On a beau dire, on a beau faire, on a beau croire, la fin reste globale, et non totale. Les ténèbres viennent encore traquer les mots, comme une provocation, comme pour dire : Nous sommes encore là, la nuit ne peut s’éteindre. Coincé dans les arcanes. Je ne puis avancer, poursuivre mon court chemin. Les cartes l’ont dit : cela arrivera. Malgré la bonté du monde, la mort s’opposera à ma marche. L’empereur jugera… Le fil est tombé par terre. Je n’ai pas le bras assez long, et derrière la grille je suis coincé. Je ne peux le ramasser. Je ne suis maître de rien, sinon de mes mots, que je colle avec espérance sur du papier de soie. L’aurore n’y change rien, elle n’est là que pour les rêveurs. Je fus rêveur, mais il y a trop longtemps que je n’ai point visité le jardin de Morphée. Et que faire de l’aurore, lorsque l’on vit prisonnier de la terre ? Amorphe. Dormir. Non, rester éveillé. Ne pas les laisser faire. Garder l’esprit libre, ne pas sombrer dans leur facile vie de pantin. Je ne suis pas maître, mais je ne serai pas pantin. Je suis juste coincé. Coincé. Mais que faire ? Mais qu’ai-je fait ? Mais qu’à fait le monde ? Que s’est-il introduit dans ce tunnel sans bout ? Que s’est-il aventuré dans la nuit, sans bougie ? Friction de souffre. Un souffle. Un peu de cire. Il me reste un bout de fil : mèche de fortune. La bougie suffira à traverser le tunnel. Ai-je assez creusé ? Le jour cachera-t-il la nuit, au bout du tunnel ? Non, la nuit ne peut s’éteindre. Mais le jour la recouvrira de son amour…
Sur la moquette, Guy rampe. Son papa n’est pas là, son papa est mort à la guerre. Il est mort pour sa patrie. Il est le patrimoine de la patrie patriarche. Le père patrie… Castrateur mais, quand même, un grand héro, ce père patrie. La mère nourricière a foutu le camp. Guy est le fils d’un couple déchiré, d’une mère assassinée par le père. Œdipe s’en mordrait les dents… Guy et la moquette sont dans toutes les bouches, leur chant patriotique revisité par l’Ennemi. Le « beau père »… Le responsable légal…

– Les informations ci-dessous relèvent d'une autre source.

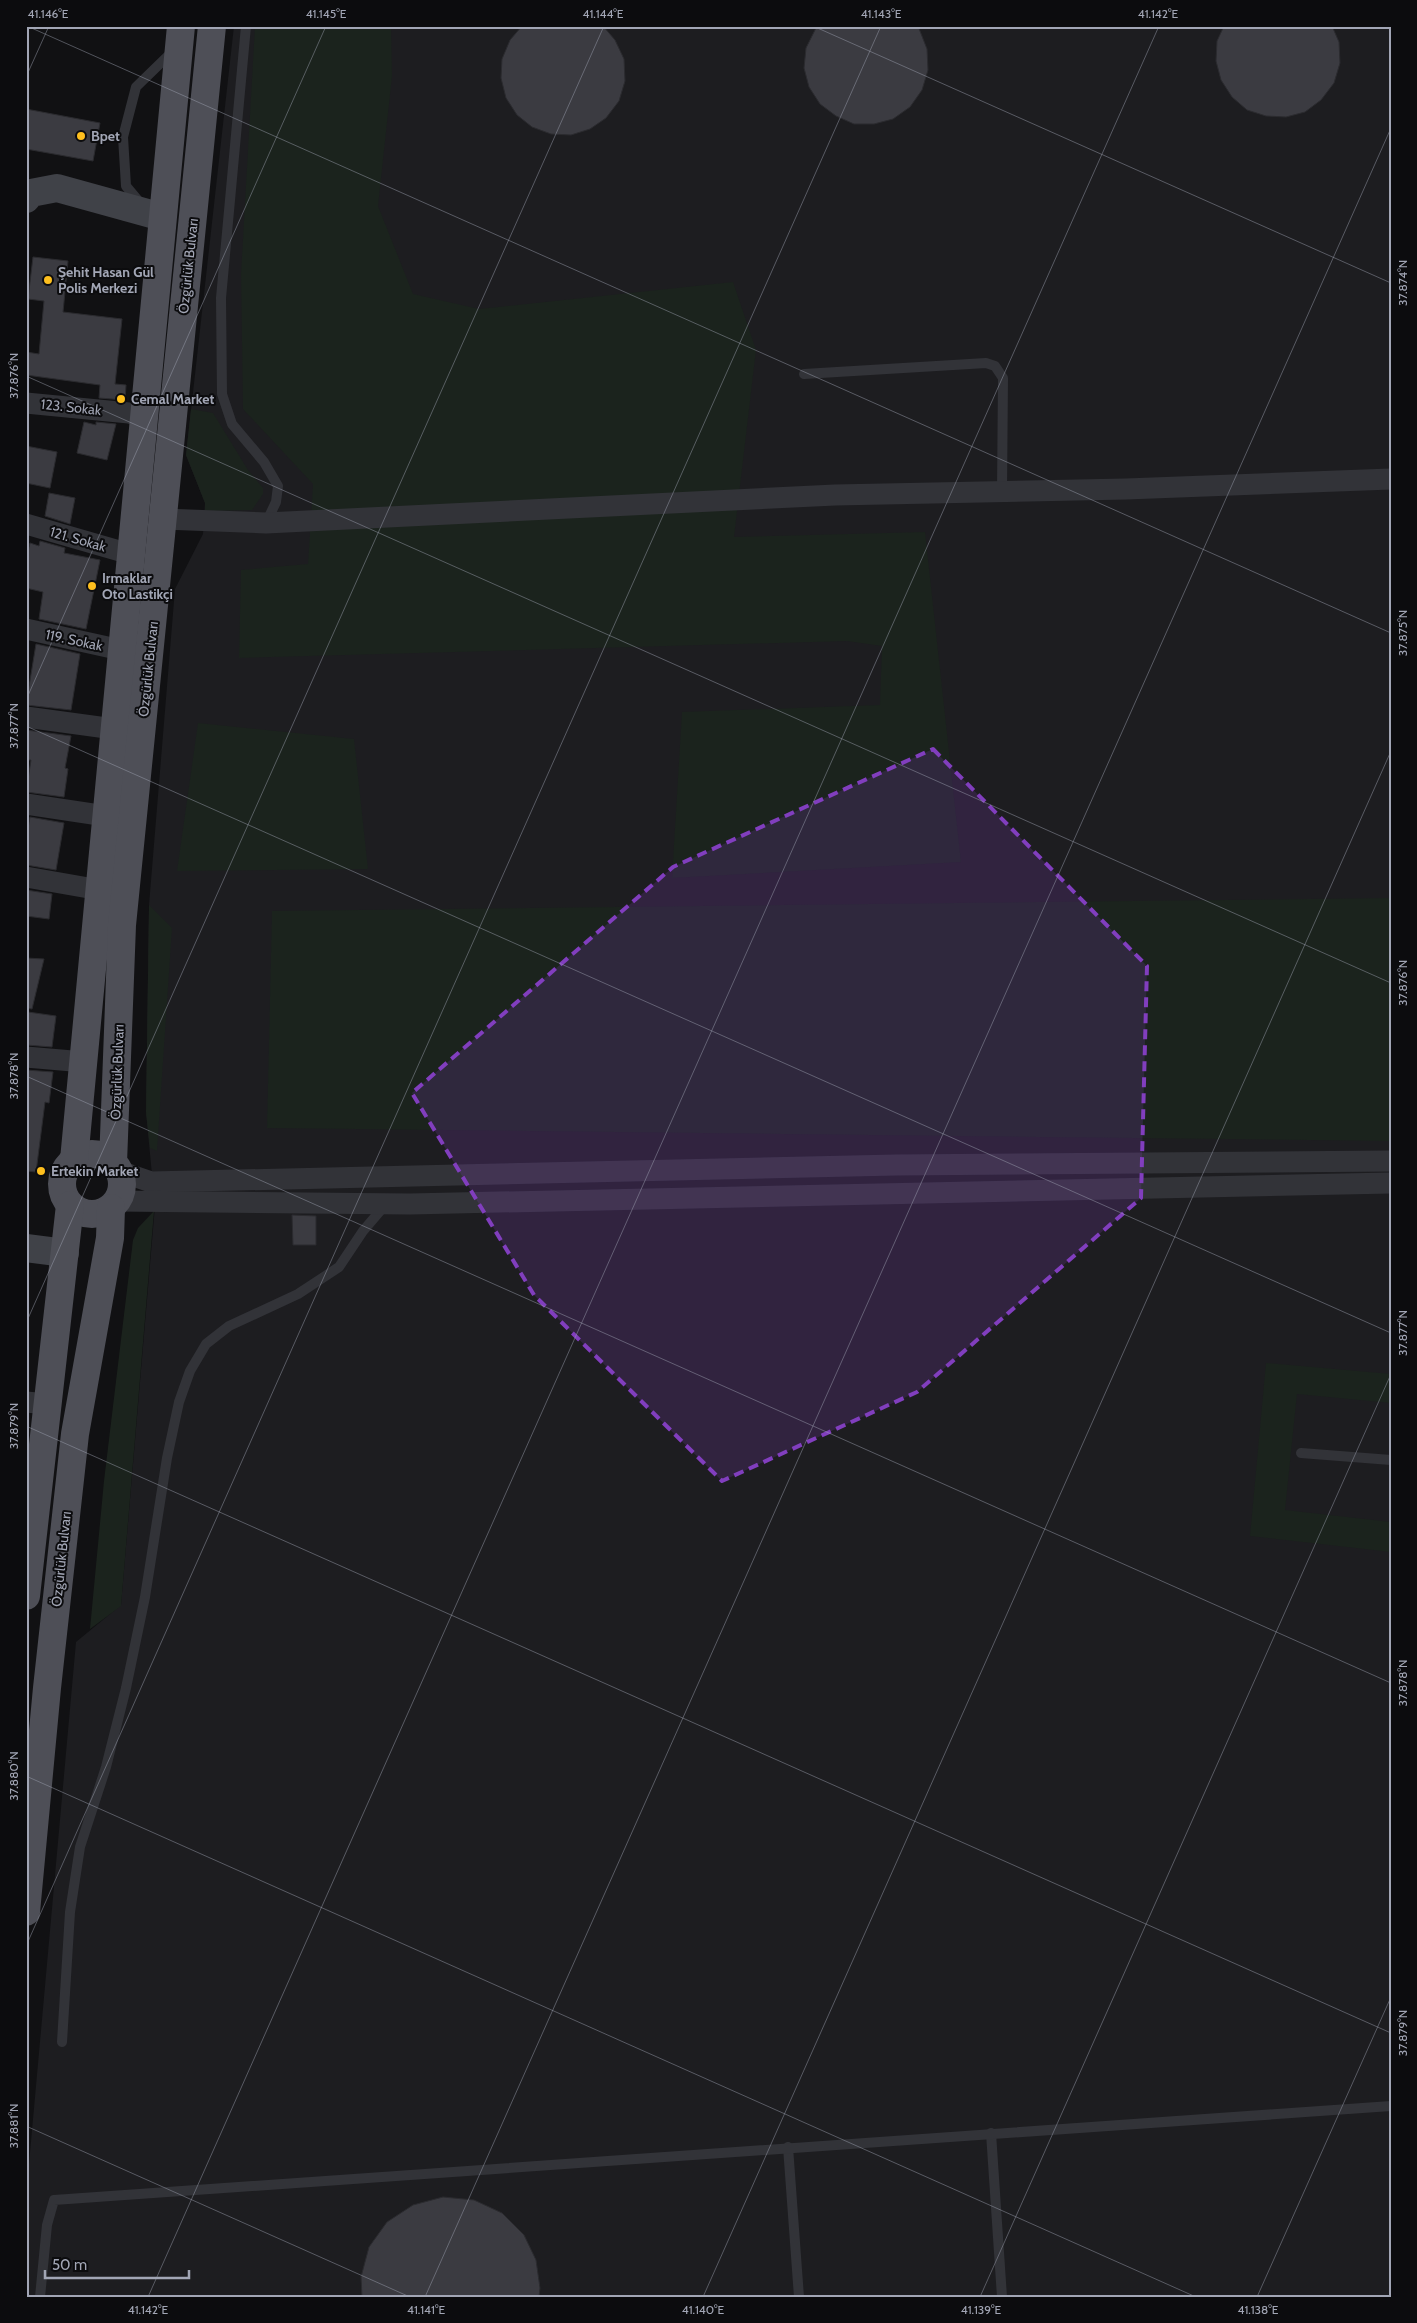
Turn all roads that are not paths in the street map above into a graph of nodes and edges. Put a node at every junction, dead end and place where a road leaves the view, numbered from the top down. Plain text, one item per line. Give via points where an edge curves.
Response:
1 (212, 26) edge
2 (246, 26) edge
3 (180, 36) edge
4 (26, 199) edge
5 (155, 215) junction
6 (160, 248) junction
7 (189, 255) junction
8 (804, 374) dead end
9 (26, 403) edge
10 (145, 418) junction
11 (1391, 479) edge
12 (1002, 492) junction
13 (163, 519) junction
14 (266, 522) junction
15 (26, 524) edge
16 (130, 554) junction
17 (26, 630) edge
18 (121, 650) junction
19 (26, 717) edge
20 (114, 729) junction
21 (26, 804) edge
22 (106, 816) junction
23 (26, 876) edge
24 (100, 890) junction
25 (26, 1057) edge
26 (84, 1062) junction
27 (74, 1160) junction
28 (1391, 1161) edge
29 (116, 1167) junction
30 (1391, 1183) edge
31 (114, 1204) junction
32 (387, 1204) junction
33 (70, 1205) junction
34 (26, 1248) edge
35 (66, 1253) junction
36 (37, 1403) edge
37 (1301, 1453) dead end
38 (1391, 1460) edge
39 (28, 1553) edge
40 (26, 1596) edge
41 (26, 1912) edge
42 (62, 2042) dead end
43 (1391, 2106) edge
44 (990, 2133) junction
45 (788, 2147) junction
46 (40, 2297) edge
47 (799, 2297) edge
48 (1002, 2297) edge

1 - 7 main road, Özgürlük Bulvarı
2 - 14 lane via 221,298 222,394 232,424 264,462 278,486 276,502
3 - 5 main road, Özgürlük Bulvarı
3 - 5 lane via 136,88 123,137 126,186
4 - 5 street via 31,193 57,188
5 - 6 main road, Özgürlük Bulvarı
6 - 7 street
6 - 10 main road, Özgürlük Bulvarı
7 - 13 main road, Özgürlük Bulvarı
8 - 12 lane via 986,363 995,366 1003,378
9 - 10 street, 123. Sokak via 129,413
10 - 16 main road, Özgürlük Bulvarı
11 - 12 street
12 - 14 street via 835,495
13 - 14 street
13 - 29 main road, Özgürlük Bulvarı via 122,925
15 - 16 street, 121. Sokak
16 - 18 main road, Özgürlük Bulvarı
17 - 18 street, 119. Sokak
18 - 20 main road, Özgürlük Bulvarı
19 - 20 street
20 - 22 main road, Özgürlük Bulvarı
21 - 22 street
22 - 24 main road, Özgürlük Bulvarı
23 - 24 street
24 - 26 main road, Özgürlük Bulvarı
25 - 26 street
26 - 27 main road, Özgürlük Bulvarı
27 - 29 main road via 98,1154
27 - 33 main road via 63,1177 64,1196
28 - 29 street via 896,1165 151,1182
29 - 31 main road via 123,1186
30 - 32 street
31 - 32 street
31 - 33 main road via 94,1214 85,1214
31 - 41 main road, Özgürlük Bulvarı via 75,1434
32 - 42 lane via 363,1231 339,1267 298,1294 229,1326 206,1344 190,1371 179,1402 167,1458 145,1597 128,1678 106,1767 80,1847 70,1912
33 - 35 main road
34 - 35 street
35 - 36 main road
36 - 39 main road
37 - 38 lane
39 - 40 main road
43 - 44 lane
44 - 45 lane
44 - 48 lane
45 - 46 lane via 54,2200 47,2225
45 - 47 lane

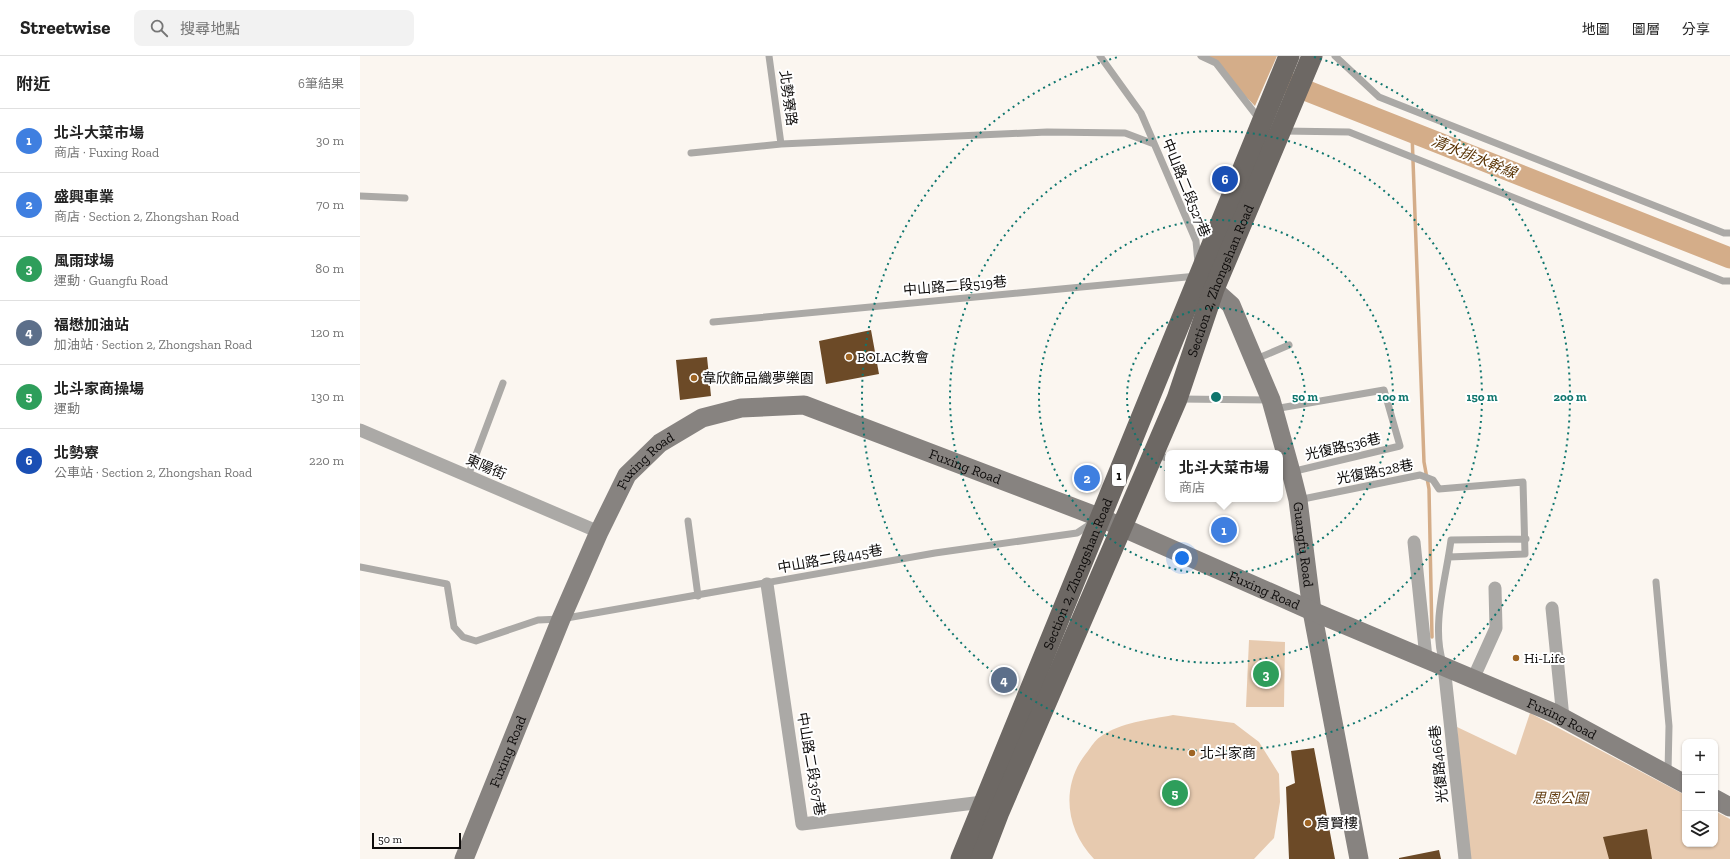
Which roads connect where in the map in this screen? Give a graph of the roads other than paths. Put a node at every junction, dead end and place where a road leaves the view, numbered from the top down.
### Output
1 (769, 56) edge
2 (1100, 56) edge
3 (1201, 56) edge
4 (1289, 56) edge
5 (1312, 56) edge
6 (1335, 56) edge
7 (1271, 126) junction
8 (781, 144) junction
9 (1154, 144) junction
10 (691, 153) dead end
11 (360, 196) edge
12 (405, 198) dead end
13 (1730, 233) edge
14 (1730, 281) edge
15 (1206, 282) junction
16 (713, 322) dead end
17 (1289, 345) dead end
18 (1254, 360) junction
19 (503, 383) dead end
20 (1177, 398) junction
21 (1272, 404) junction
22 (360, 430) edge
23 (1281, 450) edge
24 (1161, 456) edge
25 (1283, 457) edge
26 (1286, 472) edge
27 (468, 476) junction
28 (1298, 500) junction
29 (1101, 518) junction
30 (688, 521) dead end
31 (1122, 527) junction
32 (598, 532) junction
33 (1526, 539) junction
34 (1414, 542) dead end
35 (1449, 557) junction
36 (360, 567) edge
37 (1656, 582) dead end
38 (768, 584) junction
39 (1496, 588) dead end
40 (698, 596) junction
41 (1552, 608) dead end
42 (1312, 611) junction
43 (561, 619) junction
44 (1426, 658) junction
45 (1444, 666) junction
46 (1473, 679) junction
47 (1563, 718) junction
48 (1668, 775) junction
49 (1682, 782) edge
50 (1718, 801) edge
51 (991, 807) junction
52 (1730, 807) edge
53 (464, 859) edge
54 (961, 859) edge
55 (981, 859) edge
56 (1359, 859) edge
57 (1465, 859) edge

1 - 8 lane, 北勢寮路
2 - 9 lane, 中山路二段527巷
3 - 7 lane
4 - 7 main road, Section 2, Zhongshan Road / 1
5 - 7 main road, Section 2, Zhongshan Road / 1
6 - 13 lane
7 - 14 lane
7 - 15 main road, Section 2, Zhongshan Road / 1
8 - 9 lane
8 - 10 lane
9 - 15 lane, 中山路二段527巷
11 - 12 lane
15 - 16 lane, 中山路二段519巷
15 - 18 street, Guangfu Road
15 - 20 main road, Section 2, Zhongshan Road / 1
15 - 29 main road, Section 2, Zhongshan Road / 1
17 - 18 lane
18 - 21 street, Guangfu Road
19 - 27 lane
20 - 21 lane
20 - 24 main road, Section 2, Zhongshan Road / 1
21 - 23 street, Guangfu Road
21 - 26 lane, 光復路536巷
22 - 27 street, 東陽街
24 - 31 main road, Section 2, Zhongshan Road / 1
25 - 26 street, Guangfu Road
26 - 28 street, Guangfu Road
27 - 32 street, 東陽街
28 - 33 lane, 光復路528巷
28 - 42 street, Guangfu Road
29 - 31 street, Fuxing Road
29 - 32 street, Fuxing Road
29 - 38 lane, 中山路二段445巷
29 - 51 main road, Section 2, Zhongshan Road / 1
30 - 40 lane
31 - 42 street, Fuxing Road
31 - 51 main road, Section 2, Zhongshan Road / 1
32 - 43 street, Fuxing Road
33 - 35 lane
33 - 35 lane
34 - 44 street
35 - 45 lane
36 - 43 lane, 中山路二段445巷
37 - 48 lane
38 - 40 lane, 中山路二段445巷
38 - 51 street, 中山路二段367巷
39 - 46 street
40 - 43 lane, 中山路二段445巷
41 - 47 street
42 - 44 street, Fuxing Road
42 - 56 street, Guangfu Road
43 - 53 street, Fuxing Road
44 - 45 street, Fuxing Road
45 - 46 street, Fuxing Road
45 - 57 street, 光復路466巷
46 - 47 street, Fuxing Road
47 - 48 street, Fuxing Road
48 - 49 street, Fuxing Road
50 - 52 street
51 - 54 main road, Section 2, Zhongshan Road / 1
51 - 55 main road, Section 2, Zhongshan Road / 1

Guy est mort. Mais l’Ennemi a déterré son cadavre et l’a empaillé, dérisoire marionnette, effigie paradoxale de l’Empire des armes. De pire en pire… Des armes et des larmes pour une montagne d’Or… non… de papier seulement. Et puis… une armée d’aveugles trimant dans l’usine à papier vert. Pour l’écologie bien sûr. Pour quoi d’autre ?...
Je suis seul dans mon petit monde. Je suis seul mais j’ai les yeux ouverts. Je suis seul mais j’y suis bien. Et leur empire de papier s’écroulera bien, un jour, sous le poids écrasant d’une armée de plumes.